El desfile mortuorio, convertido en demostración de poder, pasó por el Centro Cultural Moravia, donde el alcalde de Medellín, Alonso Salazar, ofrecía un discurso. Comentan que los que no sabían quién era el muerto (el segundo al mando de la citada banda) creían que era una celebridad a lo Michael Jackson. Los comercios cerraron por “sugerencia” de la gallada y hasta se paralizó el sistema de metrocable entre las estaciones Acevedo y Santo Domingo Savio.

El caso es que desde hace rato, en Medellín se “calentó el parche”, como dicen los muchachos de los barrios populares. Y la calentada tiene que ver con asesinatos, desapariciones, desplazamiento forzoso y la restauración de un conflicto urbano, al cual solo se le había practicado una operación de maquillaje, y que tiene en ascuas a los habitantes de muchos sectores de la ciudad.

Según el comandante de la Policía Metropolitana del Valle de Aburrá, brigadier general Dagoberto García, se han identificado doce conflictos en nueve comunas de Medellín, generados por las actividades delictivas de las bandas, por el control de los expendios y distribución de estupefacientes. Las autoridades dicen haber identificado 123 estructuras criminales, articuladas a las mafias de narcotráfico, en particular a la denominada Oficina de Envigado.

Algunas de esas organizaciones están compuestas por antiguos reinsertados, que volvieron a sus andanzas criminales. La gente se pregunta cuál es la causa del recrudecimiento de la violencia en la ciudad, que para lo corrido de 2009 lleva 1.081 homicidios, cifra que supera a los registrados en todo 2008 (1.044).
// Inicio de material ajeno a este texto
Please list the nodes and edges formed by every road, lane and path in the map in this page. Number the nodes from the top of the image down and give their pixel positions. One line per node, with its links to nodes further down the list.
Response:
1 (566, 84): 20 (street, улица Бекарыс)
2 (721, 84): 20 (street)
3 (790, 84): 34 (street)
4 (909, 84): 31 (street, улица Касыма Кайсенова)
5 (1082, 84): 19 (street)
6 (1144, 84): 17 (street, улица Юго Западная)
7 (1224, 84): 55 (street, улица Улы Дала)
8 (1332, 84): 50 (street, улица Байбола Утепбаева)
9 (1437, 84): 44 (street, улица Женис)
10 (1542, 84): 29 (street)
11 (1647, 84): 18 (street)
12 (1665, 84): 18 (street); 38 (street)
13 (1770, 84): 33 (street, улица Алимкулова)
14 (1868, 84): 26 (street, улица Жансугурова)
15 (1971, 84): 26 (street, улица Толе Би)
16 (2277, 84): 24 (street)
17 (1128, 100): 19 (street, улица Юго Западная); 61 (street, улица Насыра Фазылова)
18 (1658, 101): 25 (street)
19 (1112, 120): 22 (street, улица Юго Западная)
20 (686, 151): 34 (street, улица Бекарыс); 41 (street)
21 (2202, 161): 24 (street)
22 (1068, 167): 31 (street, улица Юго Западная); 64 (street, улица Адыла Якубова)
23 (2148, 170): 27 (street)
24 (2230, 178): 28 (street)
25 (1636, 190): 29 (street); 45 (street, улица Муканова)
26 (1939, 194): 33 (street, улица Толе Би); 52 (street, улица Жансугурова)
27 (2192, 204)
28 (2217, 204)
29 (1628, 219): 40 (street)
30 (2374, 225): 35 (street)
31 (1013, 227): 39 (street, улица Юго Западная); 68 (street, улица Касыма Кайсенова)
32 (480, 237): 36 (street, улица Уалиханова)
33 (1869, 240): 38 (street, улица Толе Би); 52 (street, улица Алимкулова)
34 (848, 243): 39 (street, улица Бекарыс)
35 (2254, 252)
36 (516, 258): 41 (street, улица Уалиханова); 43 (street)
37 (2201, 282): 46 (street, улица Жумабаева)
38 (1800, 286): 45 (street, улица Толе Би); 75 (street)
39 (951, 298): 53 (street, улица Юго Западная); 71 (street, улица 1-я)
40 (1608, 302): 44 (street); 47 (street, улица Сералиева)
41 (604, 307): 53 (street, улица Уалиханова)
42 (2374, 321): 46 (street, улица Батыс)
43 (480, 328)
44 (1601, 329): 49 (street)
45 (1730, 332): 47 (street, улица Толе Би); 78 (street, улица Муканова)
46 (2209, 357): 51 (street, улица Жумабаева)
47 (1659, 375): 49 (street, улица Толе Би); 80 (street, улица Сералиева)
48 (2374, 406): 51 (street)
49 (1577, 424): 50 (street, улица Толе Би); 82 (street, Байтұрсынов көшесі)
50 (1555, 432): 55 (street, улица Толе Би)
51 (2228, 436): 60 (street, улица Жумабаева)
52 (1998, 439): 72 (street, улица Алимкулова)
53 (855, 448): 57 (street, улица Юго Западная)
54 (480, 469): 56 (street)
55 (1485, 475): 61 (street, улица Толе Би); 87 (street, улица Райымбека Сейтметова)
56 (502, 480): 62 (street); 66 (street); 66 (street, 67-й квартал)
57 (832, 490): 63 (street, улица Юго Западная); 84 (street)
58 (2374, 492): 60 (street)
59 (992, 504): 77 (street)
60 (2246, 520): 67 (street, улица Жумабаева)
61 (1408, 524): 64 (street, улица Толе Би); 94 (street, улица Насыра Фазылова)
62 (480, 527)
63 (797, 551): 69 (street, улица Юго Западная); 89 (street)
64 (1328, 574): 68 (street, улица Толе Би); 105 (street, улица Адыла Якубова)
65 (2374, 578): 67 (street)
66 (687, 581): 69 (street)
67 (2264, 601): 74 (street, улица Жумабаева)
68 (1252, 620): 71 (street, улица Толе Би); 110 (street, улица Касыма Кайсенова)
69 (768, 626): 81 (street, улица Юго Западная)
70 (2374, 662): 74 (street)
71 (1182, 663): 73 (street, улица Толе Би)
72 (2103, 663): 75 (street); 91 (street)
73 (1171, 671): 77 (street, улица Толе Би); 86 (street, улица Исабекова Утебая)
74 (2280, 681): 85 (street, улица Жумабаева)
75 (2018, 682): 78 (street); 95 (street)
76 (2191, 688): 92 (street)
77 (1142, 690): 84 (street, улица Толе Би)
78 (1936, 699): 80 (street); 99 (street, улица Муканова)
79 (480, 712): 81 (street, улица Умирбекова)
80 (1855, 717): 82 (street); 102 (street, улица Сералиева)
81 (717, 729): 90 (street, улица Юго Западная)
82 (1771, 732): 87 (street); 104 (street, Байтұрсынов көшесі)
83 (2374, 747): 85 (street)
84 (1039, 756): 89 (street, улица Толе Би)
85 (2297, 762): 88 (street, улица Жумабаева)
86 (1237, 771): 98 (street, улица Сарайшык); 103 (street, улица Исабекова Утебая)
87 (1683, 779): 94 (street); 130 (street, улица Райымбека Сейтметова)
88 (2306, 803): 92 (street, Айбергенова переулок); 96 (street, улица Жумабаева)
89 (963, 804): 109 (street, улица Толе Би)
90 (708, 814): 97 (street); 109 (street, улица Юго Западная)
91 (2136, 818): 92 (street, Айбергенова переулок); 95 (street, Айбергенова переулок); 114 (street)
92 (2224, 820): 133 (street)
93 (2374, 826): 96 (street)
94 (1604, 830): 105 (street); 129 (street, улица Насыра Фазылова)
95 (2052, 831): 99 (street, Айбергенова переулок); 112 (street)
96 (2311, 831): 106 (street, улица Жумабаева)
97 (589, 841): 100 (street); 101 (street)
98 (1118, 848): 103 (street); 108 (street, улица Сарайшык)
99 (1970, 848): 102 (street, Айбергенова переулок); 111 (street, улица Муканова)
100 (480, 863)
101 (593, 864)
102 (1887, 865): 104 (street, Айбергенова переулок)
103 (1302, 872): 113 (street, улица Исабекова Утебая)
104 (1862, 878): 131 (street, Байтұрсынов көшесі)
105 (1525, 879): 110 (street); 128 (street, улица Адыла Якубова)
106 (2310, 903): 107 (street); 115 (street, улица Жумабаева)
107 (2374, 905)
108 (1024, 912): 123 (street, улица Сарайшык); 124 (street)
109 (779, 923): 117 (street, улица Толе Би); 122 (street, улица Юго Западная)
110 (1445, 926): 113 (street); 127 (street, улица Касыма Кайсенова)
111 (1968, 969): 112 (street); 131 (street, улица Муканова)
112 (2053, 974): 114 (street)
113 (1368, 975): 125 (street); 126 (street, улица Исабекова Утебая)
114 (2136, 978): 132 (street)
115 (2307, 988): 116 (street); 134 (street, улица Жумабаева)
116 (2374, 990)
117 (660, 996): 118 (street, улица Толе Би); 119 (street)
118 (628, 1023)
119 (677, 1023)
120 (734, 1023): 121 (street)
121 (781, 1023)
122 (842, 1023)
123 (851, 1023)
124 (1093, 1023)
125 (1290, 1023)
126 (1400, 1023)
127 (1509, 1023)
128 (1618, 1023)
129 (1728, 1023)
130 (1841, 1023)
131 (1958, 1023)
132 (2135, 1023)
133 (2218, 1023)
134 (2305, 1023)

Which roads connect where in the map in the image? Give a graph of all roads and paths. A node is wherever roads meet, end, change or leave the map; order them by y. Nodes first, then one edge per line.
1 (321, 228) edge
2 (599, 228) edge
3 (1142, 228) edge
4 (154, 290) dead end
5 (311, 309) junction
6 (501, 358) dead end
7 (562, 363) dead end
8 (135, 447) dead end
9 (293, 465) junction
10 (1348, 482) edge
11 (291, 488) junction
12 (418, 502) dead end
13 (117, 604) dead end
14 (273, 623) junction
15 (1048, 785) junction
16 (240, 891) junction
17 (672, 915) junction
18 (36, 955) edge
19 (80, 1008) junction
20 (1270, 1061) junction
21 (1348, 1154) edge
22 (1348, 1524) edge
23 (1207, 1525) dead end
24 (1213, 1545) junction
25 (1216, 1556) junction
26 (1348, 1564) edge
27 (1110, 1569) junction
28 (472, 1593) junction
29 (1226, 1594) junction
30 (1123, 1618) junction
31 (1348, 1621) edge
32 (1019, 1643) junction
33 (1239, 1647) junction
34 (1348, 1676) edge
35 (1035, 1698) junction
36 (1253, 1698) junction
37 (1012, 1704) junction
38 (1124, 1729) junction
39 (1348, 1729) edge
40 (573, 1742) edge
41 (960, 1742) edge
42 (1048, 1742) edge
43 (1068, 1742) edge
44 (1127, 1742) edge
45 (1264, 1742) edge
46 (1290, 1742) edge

Lo que sí es claro es que tales estructuras, combinación de mafia, paramilitarismo y narcotráfico, no fueron desmanteladas; tal vez, entraron en un replegamiento, como parte de un fenómeno que popularmente se conoció como la “donbernabilidad” en los tiempos del alcalde Sergio Fajardo. Cuando Don Berna perdió el control en la ciudad, reapareció una diversidad de capos de bajo perfil.

Las vacunas y el “microtráfico” de drogas en casas de vicio son actividades rentables para los grupos armados ilegales. Según las autoridades, la venta al menudeo de estupefacientes mueve al mes 4.500 millones de pesos. Entre tanto, el sicariato va en auge, vuelve el terror a los barrios y la gente se siente cada vez más insegura, en medio de otros flagelos como la pobreza y el desempleo.

El poder de la mafia crece y al parecer no sólo en Medellín. Ya algunos vuelven a comparar esta ciudad con Nápoles, con las pavorosas situaciones que muestra el escritor Roberto Saviano en su libro sobre la Camorra. Suenan otra vez los timbres que alertan sobre el poder mafioso, que también ha penetrado las estructuras estatales en Colombia.